Kim grew up on the streets of Lahore. His Irish mother had died when he was born. His father, a former colorsergeant of an Irish regiment called the Mavericks, died eventually from doing drugs and having too much to drink, and left his son in care of a half-caste woman. So young Kimball O’hara became Kim, and under the hot Indian sun his skin grew so dark that one good not tell that he was of the Caucasian race.
One day a Tibetan lama, in search of the Holy River of the Arrow that would wash away all sin, came to Lahore. Struck by all possibility for an exciting adventure, Kim attached himself to the lama as his chela. His adventures began almost at once. That night, at the edge of Lahore, Mahubub Ali, a horse trader, gave Kim a cryptic message to deliver to a British author in Umballa. What Kim did not know was that Mahbub was a member of the British Secret Service. He delivered the message as directed, and then lay in the grass and watched and listened until he learned that his message meant that eight thousand men would go to war.

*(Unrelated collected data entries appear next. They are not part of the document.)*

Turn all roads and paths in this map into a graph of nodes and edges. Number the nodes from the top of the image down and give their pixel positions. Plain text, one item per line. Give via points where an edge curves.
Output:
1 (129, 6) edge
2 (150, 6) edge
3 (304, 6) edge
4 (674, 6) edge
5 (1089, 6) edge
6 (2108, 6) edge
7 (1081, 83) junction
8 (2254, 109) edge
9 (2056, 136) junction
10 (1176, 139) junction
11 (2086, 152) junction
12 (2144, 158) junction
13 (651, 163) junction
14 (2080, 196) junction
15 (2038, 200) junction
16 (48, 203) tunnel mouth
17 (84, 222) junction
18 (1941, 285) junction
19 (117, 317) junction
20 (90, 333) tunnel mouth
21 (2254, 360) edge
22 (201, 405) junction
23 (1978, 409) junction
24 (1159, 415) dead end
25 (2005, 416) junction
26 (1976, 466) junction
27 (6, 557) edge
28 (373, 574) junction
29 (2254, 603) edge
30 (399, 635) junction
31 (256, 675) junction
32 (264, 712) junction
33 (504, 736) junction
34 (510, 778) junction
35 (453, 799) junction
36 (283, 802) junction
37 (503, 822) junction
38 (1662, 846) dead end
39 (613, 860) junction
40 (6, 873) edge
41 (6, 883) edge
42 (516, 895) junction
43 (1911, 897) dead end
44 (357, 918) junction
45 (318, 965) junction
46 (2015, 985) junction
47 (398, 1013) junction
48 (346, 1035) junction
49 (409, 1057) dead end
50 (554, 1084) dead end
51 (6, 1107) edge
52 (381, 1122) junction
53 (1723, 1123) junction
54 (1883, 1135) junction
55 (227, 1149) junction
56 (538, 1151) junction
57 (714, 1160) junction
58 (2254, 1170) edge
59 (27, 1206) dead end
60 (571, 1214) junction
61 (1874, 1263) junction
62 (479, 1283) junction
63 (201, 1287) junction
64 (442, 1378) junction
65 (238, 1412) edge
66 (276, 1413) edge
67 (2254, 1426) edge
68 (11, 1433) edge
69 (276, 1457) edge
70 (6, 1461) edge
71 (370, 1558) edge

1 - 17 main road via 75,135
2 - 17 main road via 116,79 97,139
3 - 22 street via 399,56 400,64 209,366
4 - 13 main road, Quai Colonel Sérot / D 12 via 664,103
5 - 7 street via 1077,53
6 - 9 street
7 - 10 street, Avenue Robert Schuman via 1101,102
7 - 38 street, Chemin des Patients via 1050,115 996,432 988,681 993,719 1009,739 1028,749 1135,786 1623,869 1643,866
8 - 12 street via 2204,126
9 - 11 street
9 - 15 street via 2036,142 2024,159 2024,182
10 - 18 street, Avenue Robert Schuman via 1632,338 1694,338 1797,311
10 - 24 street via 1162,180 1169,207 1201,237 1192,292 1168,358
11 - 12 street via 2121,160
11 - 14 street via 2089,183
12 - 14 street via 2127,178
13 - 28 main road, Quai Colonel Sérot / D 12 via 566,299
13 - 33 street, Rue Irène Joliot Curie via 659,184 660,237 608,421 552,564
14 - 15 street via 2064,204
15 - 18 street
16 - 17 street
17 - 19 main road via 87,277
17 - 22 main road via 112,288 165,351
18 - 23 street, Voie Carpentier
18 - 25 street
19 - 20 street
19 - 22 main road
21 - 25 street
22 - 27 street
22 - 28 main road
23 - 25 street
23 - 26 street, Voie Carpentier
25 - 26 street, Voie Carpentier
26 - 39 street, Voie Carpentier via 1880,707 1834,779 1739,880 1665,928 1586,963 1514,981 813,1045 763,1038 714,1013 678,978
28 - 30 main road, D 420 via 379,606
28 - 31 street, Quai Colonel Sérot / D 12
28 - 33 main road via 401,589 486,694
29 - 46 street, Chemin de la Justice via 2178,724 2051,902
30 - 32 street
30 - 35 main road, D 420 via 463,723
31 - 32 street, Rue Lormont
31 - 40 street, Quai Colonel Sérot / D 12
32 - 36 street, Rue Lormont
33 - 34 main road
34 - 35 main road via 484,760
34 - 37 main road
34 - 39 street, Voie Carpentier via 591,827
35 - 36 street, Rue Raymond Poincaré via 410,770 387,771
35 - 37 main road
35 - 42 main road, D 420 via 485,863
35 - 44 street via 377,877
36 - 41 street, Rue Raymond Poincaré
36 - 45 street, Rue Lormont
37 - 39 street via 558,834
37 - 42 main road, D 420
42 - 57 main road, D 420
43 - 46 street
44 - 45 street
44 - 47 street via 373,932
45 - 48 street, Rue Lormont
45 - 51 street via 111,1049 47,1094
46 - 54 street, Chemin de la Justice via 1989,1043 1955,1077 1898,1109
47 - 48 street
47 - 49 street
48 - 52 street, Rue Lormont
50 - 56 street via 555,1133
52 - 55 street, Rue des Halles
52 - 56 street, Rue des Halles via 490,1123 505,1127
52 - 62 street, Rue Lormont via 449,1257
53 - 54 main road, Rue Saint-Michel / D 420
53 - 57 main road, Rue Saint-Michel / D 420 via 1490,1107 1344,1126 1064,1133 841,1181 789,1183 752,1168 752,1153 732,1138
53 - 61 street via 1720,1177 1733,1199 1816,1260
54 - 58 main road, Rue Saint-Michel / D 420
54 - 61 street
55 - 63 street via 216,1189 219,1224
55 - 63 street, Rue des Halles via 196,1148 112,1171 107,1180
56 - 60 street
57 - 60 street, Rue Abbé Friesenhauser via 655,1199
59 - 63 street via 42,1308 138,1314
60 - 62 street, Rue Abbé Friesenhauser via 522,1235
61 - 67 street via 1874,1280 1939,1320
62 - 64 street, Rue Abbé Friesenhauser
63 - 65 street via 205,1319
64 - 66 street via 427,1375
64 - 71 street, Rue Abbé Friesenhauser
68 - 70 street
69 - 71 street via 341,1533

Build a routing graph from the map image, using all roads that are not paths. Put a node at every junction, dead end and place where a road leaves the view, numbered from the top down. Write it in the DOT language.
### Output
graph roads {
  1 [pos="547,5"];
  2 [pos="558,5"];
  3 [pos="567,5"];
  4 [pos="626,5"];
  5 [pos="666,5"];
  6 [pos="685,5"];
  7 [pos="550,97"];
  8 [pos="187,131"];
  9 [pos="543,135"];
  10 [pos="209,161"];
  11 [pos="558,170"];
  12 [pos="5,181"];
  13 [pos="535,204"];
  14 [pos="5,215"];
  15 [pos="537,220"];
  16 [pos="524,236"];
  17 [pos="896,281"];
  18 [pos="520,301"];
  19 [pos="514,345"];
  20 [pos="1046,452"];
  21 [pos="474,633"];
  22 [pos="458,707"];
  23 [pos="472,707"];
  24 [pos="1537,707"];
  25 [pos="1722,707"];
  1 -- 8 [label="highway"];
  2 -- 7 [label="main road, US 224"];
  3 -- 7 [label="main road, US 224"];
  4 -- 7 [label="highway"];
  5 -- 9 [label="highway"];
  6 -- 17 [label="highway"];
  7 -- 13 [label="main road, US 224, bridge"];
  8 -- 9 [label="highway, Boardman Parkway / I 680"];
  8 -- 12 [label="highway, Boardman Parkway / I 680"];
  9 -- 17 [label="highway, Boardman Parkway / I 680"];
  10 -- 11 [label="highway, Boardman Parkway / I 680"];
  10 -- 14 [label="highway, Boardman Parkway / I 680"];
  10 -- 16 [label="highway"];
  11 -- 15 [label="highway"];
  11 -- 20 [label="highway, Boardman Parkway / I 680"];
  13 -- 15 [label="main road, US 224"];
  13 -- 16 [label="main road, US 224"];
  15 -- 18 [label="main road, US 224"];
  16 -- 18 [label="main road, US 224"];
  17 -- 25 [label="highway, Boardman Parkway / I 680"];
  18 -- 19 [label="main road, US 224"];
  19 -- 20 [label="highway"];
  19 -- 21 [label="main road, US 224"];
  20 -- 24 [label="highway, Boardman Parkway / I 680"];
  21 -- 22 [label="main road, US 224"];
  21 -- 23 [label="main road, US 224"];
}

Out on the big road the lama and Kim encountered many people of all sorts. Conversation was easy. One group in particular interested Kim, an old lady traveling in a family bullcock cart attended by a retinue of eight men. Kim and the Lama attached themselves to her party. Towards the evening they saw a group of soldiers making camp. It was the Maverick regiment. Kim, whose horoscope said that his life would be changed at the sign of a red bull in a field of green, was fascinated by the regimental flag, which was just that red bull against a background of bright green.
Caught by a chaplain, the Reverend Arthur Bennett, Kim accidentally jerked loose the amulet, which he carried around his neck. Mr. Bennett opened the amulet and discovered three papers inside, including Kim’s baptismal certificate and a note from his father asking that the boy be taken care of. Father Victor arrived in time to see the papers. When Kim had told his story, he was informed that he would be sent away to school. Kim parted sadly from the lama, sure, however that he would soon escape. The lama asked that Father Victor’s name, address, and the costs of schooling Kim, be written down and given to him. Then he disappeared. Kim pretending to prophesy, told the priests what he had heard at Umballa. They and the soldiers laughed at him. But the next day his prophecy came true, eight thousand soldiers were sent to put down an uprising in the north. Kim remained in camp.
One day a letter arrived in camp from the lama. He enclosed enough money for Kim’s first year of school and promised to provide that amount yearly. He requested that the boy be sent to Saint Xavier’s for his education. Meanwhile the drummer who was keeping an eye on Kim was cruel to his charge. When Ali came upon the two boys, he gave the drummer a beating and began talking to Kim. While they were thus engaged, Colonel Creighton came up and learned from Ali, in an indirect way, that Kim would be, when educated a valuable member of the Secret Service.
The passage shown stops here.